** TASK DATA follows **

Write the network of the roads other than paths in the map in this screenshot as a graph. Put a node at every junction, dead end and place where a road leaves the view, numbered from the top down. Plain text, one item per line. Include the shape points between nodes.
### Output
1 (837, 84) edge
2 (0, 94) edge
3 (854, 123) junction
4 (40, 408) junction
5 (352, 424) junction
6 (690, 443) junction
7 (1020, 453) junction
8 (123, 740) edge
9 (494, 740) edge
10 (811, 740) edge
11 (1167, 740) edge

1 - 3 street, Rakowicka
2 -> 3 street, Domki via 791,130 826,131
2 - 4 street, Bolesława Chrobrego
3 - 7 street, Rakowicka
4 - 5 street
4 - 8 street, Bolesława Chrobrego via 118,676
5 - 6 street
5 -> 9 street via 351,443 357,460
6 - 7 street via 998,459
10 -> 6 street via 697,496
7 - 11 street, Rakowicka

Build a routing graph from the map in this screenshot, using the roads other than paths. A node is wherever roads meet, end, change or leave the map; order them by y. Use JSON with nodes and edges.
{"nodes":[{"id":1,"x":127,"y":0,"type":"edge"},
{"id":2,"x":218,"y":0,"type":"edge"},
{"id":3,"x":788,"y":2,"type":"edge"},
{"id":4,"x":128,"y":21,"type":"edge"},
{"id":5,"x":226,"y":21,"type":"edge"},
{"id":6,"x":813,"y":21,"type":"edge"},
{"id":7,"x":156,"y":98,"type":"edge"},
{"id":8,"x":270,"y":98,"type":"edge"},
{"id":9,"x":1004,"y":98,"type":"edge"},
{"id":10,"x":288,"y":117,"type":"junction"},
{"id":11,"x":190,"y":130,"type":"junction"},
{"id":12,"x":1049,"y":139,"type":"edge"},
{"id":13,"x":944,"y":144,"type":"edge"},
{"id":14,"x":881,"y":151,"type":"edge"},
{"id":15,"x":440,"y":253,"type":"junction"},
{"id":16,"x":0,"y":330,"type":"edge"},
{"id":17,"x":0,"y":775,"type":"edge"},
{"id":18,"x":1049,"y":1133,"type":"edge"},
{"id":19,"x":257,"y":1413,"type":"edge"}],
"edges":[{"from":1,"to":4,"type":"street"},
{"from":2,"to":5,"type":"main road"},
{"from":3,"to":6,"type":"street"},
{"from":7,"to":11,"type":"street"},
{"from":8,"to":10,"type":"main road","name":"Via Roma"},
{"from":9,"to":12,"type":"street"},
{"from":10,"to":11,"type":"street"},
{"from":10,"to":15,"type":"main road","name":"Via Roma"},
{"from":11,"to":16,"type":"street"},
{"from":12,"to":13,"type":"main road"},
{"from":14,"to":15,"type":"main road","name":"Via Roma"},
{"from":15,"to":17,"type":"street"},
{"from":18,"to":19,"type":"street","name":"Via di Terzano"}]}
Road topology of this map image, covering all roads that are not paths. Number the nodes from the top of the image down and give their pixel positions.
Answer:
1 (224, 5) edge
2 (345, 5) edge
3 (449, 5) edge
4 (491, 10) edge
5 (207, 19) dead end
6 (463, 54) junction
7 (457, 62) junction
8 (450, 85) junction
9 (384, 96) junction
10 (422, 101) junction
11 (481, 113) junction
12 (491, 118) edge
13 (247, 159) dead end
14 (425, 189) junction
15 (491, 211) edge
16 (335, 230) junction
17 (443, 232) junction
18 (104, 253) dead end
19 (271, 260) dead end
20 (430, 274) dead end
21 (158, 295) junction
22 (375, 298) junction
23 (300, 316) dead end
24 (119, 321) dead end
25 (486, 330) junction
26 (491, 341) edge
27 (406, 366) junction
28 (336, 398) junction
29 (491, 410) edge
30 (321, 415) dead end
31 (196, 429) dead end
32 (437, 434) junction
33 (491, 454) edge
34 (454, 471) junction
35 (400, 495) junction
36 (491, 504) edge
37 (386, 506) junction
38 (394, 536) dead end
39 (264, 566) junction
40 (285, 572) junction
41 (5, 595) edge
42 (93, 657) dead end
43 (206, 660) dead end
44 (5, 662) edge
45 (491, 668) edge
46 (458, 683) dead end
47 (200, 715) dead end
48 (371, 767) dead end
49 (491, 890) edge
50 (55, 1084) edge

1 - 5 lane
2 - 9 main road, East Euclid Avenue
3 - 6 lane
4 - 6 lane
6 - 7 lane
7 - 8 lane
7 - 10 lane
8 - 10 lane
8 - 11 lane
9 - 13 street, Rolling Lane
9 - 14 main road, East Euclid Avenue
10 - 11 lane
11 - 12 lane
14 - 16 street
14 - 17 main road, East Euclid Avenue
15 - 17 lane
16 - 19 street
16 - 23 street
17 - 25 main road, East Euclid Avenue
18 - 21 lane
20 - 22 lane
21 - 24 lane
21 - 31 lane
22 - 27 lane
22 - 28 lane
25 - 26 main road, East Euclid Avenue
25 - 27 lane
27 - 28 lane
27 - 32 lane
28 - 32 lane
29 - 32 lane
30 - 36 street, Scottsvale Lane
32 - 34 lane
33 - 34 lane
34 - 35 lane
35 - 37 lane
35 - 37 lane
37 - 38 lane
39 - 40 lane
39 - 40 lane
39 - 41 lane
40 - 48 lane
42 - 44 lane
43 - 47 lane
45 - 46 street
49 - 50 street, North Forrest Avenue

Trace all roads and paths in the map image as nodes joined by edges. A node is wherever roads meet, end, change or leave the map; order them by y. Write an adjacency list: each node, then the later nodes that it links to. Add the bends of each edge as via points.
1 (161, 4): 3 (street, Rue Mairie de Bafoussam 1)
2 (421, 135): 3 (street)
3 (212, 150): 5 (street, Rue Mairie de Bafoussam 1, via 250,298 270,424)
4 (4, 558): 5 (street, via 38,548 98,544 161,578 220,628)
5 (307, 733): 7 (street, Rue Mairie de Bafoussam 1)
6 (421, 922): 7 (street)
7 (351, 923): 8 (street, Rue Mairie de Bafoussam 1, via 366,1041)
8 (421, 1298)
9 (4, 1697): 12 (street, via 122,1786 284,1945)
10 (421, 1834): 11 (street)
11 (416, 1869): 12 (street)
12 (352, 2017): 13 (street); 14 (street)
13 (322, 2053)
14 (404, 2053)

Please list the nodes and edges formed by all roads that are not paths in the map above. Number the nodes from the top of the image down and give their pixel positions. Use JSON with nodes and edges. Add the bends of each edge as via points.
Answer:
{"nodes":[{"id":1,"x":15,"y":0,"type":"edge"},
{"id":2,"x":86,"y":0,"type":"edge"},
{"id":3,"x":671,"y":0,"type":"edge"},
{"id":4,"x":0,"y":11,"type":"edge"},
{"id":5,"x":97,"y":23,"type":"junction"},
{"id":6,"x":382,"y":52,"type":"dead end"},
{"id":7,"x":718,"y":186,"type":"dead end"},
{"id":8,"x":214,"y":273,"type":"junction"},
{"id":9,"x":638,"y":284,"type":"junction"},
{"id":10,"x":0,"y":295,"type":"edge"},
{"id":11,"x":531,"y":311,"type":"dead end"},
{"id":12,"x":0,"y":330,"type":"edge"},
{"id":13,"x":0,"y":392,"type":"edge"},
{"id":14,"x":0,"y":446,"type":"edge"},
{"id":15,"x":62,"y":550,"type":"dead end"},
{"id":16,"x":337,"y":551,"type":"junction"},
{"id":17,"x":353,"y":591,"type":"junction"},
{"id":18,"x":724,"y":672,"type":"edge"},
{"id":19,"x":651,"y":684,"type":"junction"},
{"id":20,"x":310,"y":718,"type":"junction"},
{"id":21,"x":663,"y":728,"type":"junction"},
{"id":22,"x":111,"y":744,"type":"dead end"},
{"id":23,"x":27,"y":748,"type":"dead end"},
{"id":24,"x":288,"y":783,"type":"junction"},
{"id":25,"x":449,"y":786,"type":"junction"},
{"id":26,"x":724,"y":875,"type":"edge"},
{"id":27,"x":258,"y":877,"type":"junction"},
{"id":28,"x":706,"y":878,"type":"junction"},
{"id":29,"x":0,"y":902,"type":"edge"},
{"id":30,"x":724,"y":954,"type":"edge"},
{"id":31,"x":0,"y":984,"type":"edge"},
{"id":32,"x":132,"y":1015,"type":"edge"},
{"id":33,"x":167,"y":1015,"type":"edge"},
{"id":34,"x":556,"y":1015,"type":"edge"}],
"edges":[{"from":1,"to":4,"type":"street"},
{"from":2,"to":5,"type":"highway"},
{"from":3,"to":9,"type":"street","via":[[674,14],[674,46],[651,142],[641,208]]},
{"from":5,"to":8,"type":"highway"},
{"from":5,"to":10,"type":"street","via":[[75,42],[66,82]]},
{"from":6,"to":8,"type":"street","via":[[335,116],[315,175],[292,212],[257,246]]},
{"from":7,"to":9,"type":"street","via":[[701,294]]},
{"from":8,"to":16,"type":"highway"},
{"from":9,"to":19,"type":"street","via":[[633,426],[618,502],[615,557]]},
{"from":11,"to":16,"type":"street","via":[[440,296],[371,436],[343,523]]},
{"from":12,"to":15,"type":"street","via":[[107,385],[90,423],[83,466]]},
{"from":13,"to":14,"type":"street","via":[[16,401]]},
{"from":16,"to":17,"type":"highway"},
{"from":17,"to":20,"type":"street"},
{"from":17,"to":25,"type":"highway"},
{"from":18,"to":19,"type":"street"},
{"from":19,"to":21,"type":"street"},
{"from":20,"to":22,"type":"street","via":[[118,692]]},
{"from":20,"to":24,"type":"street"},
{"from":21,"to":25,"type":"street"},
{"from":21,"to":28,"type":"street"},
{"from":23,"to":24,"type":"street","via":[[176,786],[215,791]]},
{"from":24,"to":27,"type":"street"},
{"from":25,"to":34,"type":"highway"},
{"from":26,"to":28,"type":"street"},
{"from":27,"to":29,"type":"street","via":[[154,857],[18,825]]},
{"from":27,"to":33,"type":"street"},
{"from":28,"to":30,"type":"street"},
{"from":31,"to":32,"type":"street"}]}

** End of TASK DATA **

- _REQUIRED ACTION_
Could you repeat exactly the lines above from the line with "Build a routing" up to and including the line with "Road topology of", and only those?

- _RESPONSE BOX_
Build a routing graph from the map in this screenshot, using the roads other than paths. A node is wherever roads meet, end, change or leave the map; order them by y. Use JSON with nodes and edges.
{"nodes":[{"id":1,"x":127,"y":0,"type":"edge"},
{"id":2,"x":218,"y":0,"type":"edge"},
{"id":3,"x":788,"y":2,"type":"edge"},
{"id":4,"x":128,"y":21,"type":"edge"},
{"id":5,"x":226,"y":21,"type":"edge"},
{"id":6,"x":813,"y":21,"type":"edge"},
{"id":7,"x":156,"y":98,"type":"edge"},
{"id":8,"x":270,"y":98,"type":"edge"},
{"id":9,"x":1004,"y":98,"type":"edge"},
{"id":10,"x":288,"y":117,"type":"junction"},
{"id":11,"x":190,"y":130,"type":"junction"},
{"id":12,"x":1049,"y":139,"type":"edge"},
{"id":13,"x":944,"y":144,"type":"edge"},
{"id":14,"x":881,"y":151,"type":"edge"},
{"id":15,"x":440,"y":253,"type":"junction"},
{"id":16,"x":0,"y":330,"type":"edge"},
{"id":17,"x":0,"y":775,"type":"edge"},
{"id":18,"x":1049,"y":1133,"type":"edge"},
{"id":19,"x":257,"y":1413,"type":"edge"}],
"edges":[{"from":1,"to":4,"type":"street"},
{"from":2,"to":5,"type":"main road"},
{"from":3,"to":6,"type":"street"},
{"from":7,"to":11,"type":"street"},
{"from":8,"to":10,"type":"main road","name":"Via Roma"},
{"from":9,"to":12,"type":"street"},
{"from":10,"to":11,"type":"street"},
{"from":10,"to":15,"type":"main road","name":"Via Roma"},
{"from":11,"to":16,"type":"street"},
{"from":12,"to":13,"type":"main road"},
{"from":14,"to":15,"type":"main road","name":"Via Roma"},
{"from":15,"to":17,"type":"street"},
{"from":18,"to":19,"type":"street","name":"Via di Terzano"}]}
Road topology of this map image, covering all roads that are not paths. Number the nodes from the top of the image down and give their pixel positions.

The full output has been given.